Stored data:
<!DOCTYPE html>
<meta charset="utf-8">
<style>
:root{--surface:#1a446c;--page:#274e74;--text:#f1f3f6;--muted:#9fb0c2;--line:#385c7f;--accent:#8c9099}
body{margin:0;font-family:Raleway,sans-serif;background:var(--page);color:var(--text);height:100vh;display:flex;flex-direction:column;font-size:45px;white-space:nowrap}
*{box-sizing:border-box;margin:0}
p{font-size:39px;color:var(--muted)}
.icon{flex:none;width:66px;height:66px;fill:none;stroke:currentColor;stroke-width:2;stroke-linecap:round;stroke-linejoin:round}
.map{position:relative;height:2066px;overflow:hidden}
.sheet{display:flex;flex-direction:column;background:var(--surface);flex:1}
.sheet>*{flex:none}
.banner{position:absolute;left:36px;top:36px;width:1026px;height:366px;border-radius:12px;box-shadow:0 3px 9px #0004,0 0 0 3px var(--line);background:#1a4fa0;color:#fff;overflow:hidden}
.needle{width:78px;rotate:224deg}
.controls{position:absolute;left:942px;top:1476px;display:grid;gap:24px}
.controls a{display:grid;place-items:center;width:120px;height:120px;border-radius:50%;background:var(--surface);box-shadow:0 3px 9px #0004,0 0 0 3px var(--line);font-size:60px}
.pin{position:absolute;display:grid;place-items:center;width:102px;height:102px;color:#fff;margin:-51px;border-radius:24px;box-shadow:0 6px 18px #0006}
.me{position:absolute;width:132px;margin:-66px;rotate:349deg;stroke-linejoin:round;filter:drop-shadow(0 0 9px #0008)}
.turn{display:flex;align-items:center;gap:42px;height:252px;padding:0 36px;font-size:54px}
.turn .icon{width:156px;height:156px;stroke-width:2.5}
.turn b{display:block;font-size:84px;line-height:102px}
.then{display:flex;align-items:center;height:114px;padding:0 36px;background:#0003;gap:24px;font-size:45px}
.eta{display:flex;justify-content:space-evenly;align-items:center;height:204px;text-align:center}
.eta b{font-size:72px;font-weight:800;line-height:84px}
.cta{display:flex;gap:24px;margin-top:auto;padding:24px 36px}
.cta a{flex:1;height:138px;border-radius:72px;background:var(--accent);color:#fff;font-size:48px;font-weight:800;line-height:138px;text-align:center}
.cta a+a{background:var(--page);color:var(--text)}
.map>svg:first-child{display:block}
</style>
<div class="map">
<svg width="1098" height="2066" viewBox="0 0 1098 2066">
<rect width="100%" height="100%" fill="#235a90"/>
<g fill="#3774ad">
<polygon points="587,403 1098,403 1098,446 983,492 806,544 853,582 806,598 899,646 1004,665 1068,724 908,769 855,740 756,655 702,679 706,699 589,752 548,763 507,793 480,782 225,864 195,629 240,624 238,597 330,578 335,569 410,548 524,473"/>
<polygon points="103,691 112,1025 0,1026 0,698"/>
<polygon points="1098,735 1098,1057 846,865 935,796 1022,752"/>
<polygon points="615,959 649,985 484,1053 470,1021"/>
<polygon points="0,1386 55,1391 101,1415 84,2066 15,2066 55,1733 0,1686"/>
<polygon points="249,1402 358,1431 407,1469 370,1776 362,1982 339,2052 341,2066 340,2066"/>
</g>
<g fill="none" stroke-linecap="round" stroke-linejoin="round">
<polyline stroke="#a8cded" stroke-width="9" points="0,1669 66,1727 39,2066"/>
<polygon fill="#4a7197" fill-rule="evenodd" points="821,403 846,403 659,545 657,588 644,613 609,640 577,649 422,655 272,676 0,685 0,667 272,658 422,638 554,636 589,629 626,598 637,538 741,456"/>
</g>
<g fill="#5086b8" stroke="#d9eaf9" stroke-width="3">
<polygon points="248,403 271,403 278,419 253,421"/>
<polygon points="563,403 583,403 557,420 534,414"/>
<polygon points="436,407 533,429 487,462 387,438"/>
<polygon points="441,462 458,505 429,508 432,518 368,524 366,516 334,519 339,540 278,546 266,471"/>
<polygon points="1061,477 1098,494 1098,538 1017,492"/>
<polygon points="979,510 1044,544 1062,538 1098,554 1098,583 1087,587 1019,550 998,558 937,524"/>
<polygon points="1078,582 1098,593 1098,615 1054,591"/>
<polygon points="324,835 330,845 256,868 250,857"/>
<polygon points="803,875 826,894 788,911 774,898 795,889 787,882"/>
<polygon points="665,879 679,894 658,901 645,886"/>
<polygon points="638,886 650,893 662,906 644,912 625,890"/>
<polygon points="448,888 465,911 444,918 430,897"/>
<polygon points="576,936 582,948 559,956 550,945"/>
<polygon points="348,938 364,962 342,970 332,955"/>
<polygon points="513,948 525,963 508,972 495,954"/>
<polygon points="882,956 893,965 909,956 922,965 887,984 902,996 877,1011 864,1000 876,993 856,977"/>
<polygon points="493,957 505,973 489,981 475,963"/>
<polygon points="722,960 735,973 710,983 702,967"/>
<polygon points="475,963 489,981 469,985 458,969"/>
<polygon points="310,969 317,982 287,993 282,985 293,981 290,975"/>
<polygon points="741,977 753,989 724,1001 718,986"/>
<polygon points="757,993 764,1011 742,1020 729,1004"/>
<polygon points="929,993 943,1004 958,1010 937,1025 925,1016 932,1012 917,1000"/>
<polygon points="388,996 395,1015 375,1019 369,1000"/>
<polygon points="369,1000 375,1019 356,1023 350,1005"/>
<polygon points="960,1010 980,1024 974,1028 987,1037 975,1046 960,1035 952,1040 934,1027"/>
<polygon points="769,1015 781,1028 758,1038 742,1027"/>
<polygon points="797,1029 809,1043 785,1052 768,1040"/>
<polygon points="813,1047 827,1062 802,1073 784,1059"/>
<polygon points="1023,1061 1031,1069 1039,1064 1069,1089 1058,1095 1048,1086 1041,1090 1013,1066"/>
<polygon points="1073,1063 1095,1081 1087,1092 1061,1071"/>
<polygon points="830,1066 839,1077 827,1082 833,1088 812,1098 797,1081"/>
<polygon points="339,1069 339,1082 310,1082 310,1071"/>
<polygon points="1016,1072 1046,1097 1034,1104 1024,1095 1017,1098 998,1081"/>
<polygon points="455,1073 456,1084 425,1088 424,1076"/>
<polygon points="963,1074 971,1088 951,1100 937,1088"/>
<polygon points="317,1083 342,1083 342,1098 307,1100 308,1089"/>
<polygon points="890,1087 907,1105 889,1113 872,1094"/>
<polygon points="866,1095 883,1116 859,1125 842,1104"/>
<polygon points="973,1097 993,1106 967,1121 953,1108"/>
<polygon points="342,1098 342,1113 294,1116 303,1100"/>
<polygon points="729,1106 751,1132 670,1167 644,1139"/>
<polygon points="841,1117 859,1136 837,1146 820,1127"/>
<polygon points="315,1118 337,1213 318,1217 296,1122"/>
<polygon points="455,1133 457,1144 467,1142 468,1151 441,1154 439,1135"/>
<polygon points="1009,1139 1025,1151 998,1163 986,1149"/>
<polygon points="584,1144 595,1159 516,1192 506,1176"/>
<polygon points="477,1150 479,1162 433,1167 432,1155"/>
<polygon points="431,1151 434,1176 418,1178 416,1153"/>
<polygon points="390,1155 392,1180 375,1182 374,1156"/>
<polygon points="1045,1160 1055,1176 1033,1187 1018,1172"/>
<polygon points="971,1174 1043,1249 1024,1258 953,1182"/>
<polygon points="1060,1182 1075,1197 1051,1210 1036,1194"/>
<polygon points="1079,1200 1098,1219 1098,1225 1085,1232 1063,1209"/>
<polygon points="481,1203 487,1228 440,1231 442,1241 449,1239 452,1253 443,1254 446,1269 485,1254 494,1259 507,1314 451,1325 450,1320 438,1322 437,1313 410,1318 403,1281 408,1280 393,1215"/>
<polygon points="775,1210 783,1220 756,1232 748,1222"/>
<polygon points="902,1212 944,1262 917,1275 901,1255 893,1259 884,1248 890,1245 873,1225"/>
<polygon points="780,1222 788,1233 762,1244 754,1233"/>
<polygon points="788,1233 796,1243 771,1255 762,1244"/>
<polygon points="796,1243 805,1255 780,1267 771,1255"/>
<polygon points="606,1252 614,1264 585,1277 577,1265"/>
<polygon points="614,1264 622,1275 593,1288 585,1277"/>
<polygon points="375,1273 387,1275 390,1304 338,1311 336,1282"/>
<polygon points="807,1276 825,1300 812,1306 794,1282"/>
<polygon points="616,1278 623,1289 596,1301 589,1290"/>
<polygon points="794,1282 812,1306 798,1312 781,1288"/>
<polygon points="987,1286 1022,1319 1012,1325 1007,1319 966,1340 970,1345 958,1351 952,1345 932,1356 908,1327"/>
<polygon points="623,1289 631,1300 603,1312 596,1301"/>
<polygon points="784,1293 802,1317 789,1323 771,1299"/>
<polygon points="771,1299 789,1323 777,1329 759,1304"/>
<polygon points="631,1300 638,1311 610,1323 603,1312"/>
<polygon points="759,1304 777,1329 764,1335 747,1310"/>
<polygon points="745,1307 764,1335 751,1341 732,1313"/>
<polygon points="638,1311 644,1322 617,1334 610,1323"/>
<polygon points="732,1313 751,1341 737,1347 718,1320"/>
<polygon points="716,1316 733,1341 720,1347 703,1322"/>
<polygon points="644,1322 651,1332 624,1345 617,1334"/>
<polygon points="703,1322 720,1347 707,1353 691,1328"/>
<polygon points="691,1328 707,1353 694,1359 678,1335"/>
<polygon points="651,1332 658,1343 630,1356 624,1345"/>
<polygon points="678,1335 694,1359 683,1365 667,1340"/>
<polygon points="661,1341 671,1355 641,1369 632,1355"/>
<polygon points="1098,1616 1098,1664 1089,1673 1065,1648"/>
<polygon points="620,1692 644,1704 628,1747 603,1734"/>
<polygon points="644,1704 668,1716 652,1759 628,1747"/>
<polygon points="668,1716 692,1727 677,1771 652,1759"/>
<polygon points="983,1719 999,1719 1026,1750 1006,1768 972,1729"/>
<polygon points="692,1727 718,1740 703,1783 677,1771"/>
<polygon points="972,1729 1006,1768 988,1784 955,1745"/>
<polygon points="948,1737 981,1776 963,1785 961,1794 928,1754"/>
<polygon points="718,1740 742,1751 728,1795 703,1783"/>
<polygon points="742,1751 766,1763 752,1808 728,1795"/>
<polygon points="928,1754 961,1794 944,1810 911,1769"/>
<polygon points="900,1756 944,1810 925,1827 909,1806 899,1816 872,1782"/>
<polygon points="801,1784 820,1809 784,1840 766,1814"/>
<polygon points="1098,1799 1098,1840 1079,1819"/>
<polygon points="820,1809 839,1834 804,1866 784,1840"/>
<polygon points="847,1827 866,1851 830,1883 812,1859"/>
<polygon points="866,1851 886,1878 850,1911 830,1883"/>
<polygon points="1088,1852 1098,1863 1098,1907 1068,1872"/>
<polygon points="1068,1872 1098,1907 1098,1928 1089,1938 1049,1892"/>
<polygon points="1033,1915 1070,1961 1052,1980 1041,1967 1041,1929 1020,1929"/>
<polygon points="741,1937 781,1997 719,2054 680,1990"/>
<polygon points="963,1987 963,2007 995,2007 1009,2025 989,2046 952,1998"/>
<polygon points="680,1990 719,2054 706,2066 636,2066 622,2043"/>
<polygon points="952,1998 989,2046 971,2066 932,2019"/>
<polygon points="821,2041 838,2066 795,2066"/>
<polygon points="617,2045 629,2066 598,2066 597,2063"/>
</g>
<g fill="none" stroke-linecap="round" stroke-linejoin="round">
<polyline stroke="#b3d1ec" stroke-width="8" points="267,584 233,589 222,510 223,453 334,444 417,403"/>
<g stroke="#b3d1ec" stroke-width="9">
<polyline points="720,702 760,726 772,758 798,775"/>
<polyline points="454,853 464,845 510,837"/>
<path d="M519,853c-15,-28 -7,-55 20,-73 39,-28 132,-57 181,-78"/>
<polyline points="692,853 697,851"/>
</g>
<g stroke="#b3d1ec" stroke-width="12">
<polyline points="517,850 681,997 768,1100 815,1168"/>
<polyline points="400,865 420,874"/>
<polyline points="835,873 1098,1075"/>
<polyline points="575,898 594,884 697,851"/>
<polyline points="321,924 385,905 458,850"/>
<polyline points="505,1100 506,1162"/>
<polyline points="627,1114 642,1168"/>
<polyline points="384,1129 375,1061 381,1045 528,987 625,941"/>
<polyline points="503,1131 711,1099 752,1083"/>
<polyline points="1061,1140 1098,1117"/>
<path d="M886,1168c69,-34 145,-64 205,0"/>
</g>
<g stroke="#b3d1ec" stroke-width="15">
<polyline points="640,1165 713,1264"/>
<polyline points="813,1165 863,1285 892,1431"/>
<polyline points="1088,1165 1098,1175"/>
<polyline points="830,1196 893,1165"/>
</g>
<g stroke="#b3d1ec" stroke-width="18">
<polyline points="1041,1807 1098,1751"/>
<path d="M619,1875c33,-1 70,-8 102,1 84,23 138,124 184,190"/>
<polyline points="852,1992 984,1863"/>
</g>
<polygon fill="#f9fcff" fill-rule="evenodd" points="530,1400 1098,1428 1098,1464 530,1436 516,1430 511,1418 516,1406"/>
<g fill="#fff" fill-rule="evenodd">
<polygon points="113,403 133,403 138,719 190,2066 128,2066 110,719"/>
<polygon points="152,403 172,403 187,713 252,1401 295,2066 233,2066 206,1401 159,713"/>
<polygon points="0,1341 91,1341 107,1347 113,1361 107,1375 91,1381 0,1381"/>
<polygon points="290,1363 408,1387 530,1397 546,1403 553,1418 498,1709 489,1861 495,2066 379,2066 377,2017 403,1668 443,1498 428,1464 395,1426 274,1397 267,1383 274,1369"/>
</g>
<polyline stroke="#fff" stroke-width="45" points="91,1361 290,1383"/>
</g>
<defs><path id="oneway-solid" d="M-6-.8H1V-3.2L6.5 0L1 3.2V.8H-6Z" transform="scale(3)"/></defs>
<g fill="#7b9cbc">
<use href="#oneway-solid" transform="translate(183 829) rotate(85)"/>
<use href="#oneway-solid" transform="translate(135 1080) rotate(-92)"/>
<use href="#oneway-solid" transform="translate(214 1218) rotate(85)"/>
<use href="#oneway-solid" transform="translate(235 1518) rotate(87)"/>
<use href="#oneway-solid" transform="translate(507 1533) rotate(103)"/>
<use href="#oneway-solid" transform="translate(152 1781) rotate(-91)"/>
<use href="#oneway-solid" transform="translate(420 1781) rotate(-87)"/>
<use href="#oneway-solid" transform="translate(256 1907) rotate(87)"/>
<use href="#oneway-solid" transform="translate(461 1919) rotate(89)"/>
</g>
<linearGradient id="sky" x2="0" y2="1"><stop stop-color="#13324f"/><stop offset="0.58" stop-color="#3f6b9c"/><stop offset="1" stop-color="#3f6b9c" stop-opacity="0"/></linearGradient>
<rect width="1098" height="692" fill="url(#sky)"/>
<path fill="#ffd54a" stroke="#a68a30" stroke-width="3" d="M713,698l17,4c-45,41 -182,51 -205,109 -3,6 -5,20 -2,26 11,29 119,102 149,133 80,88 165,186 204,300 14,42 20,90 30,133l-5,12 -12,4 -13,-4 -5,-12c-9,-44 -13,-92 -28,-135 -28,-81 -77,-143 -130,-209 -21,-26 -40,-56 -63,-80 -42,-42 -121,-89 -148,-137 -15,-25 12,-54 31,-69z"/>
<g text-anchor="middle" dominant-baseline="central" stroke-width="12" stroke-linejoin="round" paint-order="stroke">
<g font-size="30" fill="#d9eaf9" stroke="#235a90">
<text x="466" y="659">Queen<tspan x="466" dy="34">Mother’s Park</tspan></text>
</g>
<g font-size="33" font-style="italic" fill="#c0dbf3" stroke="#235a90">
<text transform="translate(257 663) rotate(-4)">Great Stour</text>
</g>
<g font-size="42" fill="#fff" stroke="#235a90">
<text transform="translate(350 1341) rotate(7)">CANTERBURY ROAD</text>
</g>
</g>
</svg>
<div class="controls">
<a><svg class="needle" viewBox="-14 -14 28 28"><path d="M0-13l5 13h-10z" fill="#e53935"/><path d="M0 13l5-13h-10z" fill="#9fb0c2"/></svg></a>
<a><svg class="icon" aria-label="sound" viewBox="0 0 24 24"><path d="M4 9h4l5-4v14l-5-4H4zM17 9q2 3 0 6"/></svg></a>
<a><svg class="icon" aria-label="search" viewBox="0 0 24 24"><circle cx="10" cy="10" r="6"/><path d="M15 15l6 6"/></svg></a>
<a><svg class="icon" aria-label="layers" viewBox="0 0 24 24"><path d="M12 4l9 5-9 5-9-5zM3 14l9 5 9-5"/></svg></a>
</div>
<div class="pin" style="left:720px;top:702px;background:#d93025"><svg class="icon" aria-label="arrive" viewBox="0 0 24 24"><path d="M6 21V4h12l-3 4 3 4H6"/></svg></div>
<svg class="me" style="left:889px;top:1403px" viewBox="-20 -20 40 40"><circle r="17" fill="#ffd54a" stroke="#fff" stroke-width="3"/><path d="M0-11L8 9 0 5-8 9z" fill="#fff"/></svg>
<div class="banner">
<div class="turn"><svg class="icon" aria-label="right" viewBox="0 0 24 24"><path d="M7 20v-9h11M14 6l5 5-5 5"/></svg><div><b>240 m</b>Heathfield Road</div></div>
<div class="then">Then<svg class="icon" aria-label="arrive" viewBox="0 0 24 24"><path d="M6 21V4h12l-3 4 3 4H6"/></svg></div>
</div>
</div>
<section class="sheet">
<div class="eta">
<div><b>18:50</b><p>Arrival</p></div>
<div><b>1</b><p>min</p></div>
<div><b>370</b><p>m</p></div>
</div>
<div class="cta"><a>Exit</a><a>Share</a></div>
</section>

• _Assignment_
Check every line of the records, and copy the ones that hold the word "grid".

• _Answer for the task_
.controls{position:absolute;left:942px;top:1476px;display:grid;gap:24px}
.controls a{display:grid;place-items:center;width:120px;height:120px;border-radius:50%;background:var(--surface);box-shadow:0 3px 9px #0004,0 0 0 3px var(--line);font-size:60px}
.pin{position:absolute;display:grid;place-items:center;width:102px;height:102px;color:#fff;margin:-51px;border-radius:24px;box-shadow:0 6px 18px #0006}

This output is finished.